Find the number of lines containing the string "Left" in the data. Answer with the number by itself.
***** Input data *****
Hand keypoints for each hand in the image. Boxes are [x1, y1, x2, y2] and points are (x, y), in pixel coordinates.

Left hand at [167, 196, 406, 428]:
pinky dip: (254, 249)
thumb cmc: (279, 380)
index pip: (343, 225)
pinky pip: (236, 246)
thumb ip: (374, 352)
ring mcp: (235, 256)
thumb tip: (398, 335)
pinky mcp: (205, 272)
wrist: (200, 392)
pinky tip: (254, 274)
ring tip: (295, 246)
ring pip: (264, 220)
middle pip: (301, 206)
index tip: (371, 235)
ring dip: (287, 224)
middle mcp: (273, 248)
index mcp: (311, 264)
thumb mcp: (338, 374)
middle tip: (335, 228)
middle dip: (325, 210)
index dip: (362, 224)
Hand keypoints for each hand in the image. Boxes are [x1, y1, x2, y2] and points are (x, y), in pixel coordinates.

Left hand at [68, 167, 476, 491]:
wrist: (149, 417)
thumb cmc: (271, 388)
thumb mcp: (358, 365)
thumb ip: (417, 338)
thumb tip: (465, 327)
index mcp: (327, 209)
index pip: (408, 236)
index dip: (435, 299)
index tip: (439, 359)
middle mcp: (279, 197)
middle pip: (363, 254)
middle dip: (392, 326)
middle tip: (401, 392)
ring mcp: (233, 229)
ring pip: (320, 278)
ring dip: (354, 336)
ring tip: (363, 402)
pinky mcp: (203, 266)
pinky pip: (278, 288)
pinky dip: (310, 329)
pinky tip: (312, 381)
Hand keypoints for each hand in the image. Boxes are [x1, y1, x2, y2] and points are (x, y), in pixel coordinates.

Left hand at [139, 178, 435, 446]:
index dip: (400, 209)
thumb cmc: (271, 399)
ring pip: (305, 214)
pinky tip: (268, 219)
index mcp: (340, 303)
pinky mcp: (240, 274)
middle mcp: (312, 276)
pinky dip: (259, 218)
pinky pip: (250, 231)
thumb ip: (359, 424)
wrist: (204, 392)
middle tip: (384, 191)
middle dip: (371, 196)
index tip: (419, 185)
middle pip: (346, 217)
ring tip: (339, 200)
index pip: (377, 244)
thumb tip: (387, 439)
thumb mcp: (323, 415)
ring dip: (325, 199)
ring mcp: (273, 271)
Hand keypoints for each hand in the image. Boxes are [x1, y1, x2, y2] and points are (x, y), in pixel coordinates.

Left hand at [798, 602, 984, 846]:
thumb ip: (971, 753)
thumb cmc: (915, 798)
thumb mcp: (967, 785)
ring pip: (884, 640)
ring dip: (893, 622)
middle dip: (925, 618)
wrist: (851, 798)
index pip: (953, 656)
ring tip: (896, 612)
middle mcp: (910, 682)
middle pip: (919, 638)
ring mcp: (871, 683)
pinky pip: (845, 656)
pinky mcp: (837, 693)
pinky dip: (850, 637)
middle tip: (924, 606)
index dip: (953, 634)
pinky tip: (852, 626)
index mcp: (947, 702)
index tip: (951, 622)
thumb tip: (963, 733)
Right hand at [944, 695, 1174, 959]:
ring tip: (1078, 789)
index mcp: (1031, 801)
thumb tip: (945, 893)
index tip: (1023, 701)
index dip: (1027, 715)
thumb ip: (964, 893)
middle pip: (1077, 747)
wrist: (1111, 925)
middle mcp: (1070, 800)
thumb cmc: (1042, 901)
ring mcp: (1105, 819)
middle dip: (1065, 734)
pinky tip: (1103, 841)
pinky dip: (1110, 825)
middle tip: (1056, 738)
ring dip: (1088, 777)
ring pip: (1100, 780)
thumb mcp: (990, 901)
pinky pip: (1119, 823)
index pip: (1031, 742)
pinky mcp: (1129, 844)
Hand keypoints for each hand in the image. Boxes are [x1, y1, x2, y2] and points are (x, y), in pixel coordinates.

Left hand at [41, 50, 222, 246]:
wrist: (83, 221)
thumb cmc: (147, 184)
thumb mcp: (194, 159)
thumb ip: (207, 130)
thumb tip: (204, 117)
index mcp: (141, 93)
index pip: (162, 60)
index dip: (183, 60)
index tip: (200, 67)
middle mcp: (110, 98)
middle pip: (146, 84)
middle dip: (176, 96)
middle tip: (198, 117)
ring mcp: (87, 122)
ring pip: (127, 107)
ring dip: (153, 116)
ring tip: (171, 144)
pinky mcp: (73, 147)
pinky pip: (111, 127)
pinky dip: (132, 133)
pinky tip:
*****
▶ [Exercise result] 5